Collected data entries:
--
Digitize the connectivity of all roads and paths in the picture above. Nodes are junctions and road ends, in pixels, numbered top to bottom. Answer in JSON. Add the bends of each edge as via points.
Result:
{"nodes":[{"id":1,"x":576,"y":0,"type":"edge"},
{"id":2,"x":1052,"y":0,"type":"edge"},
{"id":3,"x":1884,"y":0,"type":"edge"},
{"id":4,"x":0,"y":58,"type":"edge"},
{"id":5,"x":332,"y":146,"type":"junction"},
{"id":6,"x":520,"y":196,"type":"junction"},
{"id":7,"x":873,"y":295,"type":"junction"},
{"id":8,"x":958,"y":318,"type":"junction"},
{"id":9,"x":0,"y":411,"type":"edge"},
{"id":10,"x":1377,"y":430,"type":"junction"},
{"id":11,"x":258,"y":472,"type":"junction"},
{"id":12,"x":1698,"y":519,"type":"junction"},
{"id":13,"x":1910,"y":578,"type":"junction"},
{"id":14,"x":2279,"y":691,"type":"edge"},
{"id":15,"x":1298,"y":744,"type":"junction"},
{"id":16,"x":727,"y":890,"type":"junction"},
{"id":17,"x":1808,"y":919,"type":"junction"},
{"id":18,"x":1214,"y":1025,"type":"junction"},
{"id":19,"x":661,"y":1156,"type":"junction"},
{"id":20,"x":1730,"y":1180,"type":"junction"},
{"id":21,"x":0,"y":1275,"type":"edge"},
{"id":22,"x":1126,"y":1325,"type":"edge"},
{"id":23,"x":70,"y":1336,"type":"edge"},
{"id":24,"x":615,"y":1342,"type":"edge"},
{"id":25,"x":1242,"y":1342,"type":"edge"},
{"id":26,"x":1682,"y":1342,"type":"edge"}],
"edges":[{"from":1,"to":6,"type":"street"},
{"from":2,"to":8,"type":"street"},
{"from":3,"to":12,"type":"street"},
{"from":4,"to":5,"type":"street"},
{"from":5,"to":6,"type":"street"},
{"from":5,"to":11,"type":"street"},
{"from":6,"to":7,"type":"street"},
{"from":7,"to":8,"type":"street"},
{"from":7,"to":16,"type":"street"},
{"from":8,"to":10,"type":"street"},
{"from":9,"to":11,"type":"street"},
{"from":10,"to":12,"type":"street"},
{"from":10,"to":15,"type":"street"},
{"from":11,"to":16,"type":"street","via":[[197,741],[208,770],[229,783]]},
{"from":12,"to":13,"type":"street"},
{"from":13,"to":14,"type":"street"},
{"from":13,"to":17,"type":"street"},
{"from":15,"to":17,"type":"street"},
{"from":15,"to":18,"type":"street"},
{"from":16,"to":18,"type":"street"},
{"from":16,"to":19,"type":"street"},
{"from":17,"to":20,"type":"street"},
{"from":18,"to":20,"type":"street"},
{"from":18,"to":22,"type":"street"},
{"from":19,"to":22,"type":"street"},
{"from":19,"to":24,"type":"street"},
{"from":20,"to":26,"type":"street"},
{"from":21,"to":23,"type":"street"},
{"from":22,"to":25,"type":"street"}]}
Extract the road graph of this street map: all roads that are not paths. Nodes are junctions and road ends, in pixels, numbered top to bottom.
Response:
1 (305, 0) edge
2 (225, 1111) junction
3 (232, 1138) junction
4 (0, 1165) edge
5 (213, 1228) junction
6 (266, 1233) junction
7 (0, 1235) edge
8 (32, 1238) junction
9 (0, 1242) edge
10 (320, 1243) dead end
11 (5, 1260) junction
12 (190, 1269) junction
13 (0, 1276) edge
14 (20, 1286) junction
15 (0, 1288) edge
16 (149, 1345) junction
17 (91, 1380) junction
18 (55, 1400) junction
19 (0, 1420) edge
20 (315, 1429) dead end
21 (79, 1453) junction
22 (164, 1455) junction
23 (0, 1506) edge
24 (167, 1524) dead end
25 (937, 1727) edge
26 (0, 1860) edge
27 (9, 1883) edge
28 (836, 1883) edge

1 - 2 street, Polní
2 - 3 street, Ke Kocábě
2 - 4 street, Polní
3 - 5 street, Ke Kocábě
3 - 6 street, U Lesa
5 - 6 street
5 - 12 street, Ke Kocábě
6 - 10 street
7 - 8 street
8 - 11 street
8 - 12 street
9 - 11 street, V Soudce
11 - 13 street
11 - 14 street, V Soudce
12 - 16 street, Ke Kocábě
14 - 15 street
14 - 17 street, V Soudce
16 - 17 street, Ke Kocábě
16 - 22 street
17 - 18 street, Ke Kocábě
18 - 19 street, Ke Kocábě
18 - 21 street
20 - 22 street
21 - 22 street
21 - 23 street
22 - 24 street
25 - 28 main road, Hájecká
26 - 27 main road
--
▶ WHAT TO WORK ON: An exact copy of every entry is required.

▶ ANSWER TO THE EXERCISE:
Digitize the connectivity of all roads and paths in the picture above. Nodes are junctions and road ends, in pixels, numbered top to bottom. Answer in JSON. Add the bends of each edge as via points.
Result:
{"nodes":[{"id":1,"x":576,"y":0,"type":"edge"},
{"id":2,"x":1052,"y":0,"type":"edge"},
{"id":3,"x":1884,"y":0,"type":"edge"},
{"id":4,"x":0,"y":58,"type":"edge"},
{"id":5,"x":332,"y":146,"type":"junction"},
{"id":6,"x":520,"y":196,"type":"junction"},
{"id":7,"x":873,"y":295,"type":"junction"},
{"id":8,"x":958,"y":318,"type":"junction"},
{"id":9,"x":0,"y":411,"type":"edge"},
{"id":10,"x":1377,"y":430,"type":"junction"},
{"id":11,"x":258,"y":472,"type":"junction"},
{"id":12,"x":1698,"y":519,"type":"junction"},
{"id":13,"x":1910,"y":578,"type":"junction"},
{"id":14,"x":2279,"y":691,"type":"edge"},
{"id":15,"x":1298,"y":744,"type":"junction"},
{"id":16,"x":727,"y":890,"type":"junction"},
{"id":17,"x":1808,"y":919,"type":"junction"},
{"id":18,"x":1214,"y":1025,"type":"junction"},
{"id":19,"x":661,"y":1156,"type":"junction"},
{"id":20,"x":1730,"y":1180,"type":"junction"},
{"id":21,"x":0,"y":1275,"type":"edge"},
{"id":22,"x":1126,"y":1325,"type":"edge"},
{"id":23,"x":70,"y":1336,"type":"edge"},
{"id":24,"x":615,"y":1342,"type":"edge"},
{"id":25,"x":1242,"y":1342,"type":"edge"},
{"id":26,"x":1682,"y":1342,"type":"edge"}],
"edges":[{"from":1,"to":6,"type":"street"},
{"from":2,"to":8,"type":"street"},
{"from":3,"to":12,"type":"street"},
{"from":4,"to":5,"type":"street"},
{"from":5,"to":6,"type":"street"},
{"from":5,"to":11,"type":"street"},
{"from":6,"to":7,"type":"street"},
{"from":7,"to":8,"type":"street"},
{"from":7,"to":16,"type":"street"},
{"from":8,"to":10,"type":"street"},
{"from":9,"to":11,"type":"street"},
{"from":10,"to":12,"type":"street"},
{"from":10,"to":15,"type":"street"},
{"from":11,"to":16,"type":"street","via":[[197,741],[208,770],[229,783]]},
{"from":12,"to":13,"type":"street"},
{"from":13,"to":14,"type":"street"},
{"from":13,"to":17,"type":"street"},
{"from":15,"to":17,"type":"street"},
{"from":15,"to":18,"type":"street"},
{"from":16,"to":18,"type":"street"},
{"from":16,"to":19,"type":"street"},
{"from":17,"to":20,"type":"street"},
{"from":18,"to":20,"type":"street"},
{"from":18,"to":22,"type":"street"},
{"from":19,"to":22,"type":"street"},
{"from":19,"to":24,"type":"street"},
{"from":20,"to":26,"type":"street"},
{"from":21,"to":23,"type":"street"},
{"from":22,"to":25,"type":"street"}]}
Extract the road graph of this street map: all roads that are not paths. Nodes are junctions and road ends, in pixels, numbered top to bottom.
Response:
1 (305, 0) edge
2 (225, 1111) junction
3 (232, 1138) junction
4 (0, 1165) edge
5 (213, 1228) junction
6 (266, 1233) junction
7 (0, 1235) edge
8 (32, 1238) junction
9 (0, 1242) edge
10 (320, 1243) dead end
11 (5, 1260) junction
12 (190, 1269) junction
13 (0, 1276) edge
14 (20, 1286) junction
15 (0, 1288) edge
16 (149, 1345) junction
17 (91, 1380) junction
18 (55, 1400) junction
19 (0, 1420) edge
20 (315, 1429) dead end
21 (79, 1453) junction
22 (164, 1455) junction
23 (0, 1506) edge
24 (167, 1524) dead end
25 (937, 1727) edge
26 (0, 1860) edge
27 (9, 1883) edge
28 (836, 1883) edge

1 - 2 street, Polní
2 - 3 street, Ke Kocábě
2 - 4 street, Polní
3 - 5 street, Ke Kocábě
3 - 6 street, U Lesa
5 - 6 street
5 - 12 street, Ke Kocábě
6 - 10 street
7 - 8 street
8 - 11 street
8 - 12 street
9 - 11 street, V Soudce
11 - 13 street
11 - 14 street, V Soudce
12 - 16 street, Ke Kocábě
14 - 15 street
14 - 17 street, V Soudce
16 - 17 street, Ke Kocábě
16 - 22 street
17 - 18 street, Ke Kocábě
18 - 19 street, Ke Kocábě
18 - 21 street
20 - 22 street
21 - 22 street
21 - 23 street
22 - 24 street
25 - 28 main road, Hájecká
26 - 27 main road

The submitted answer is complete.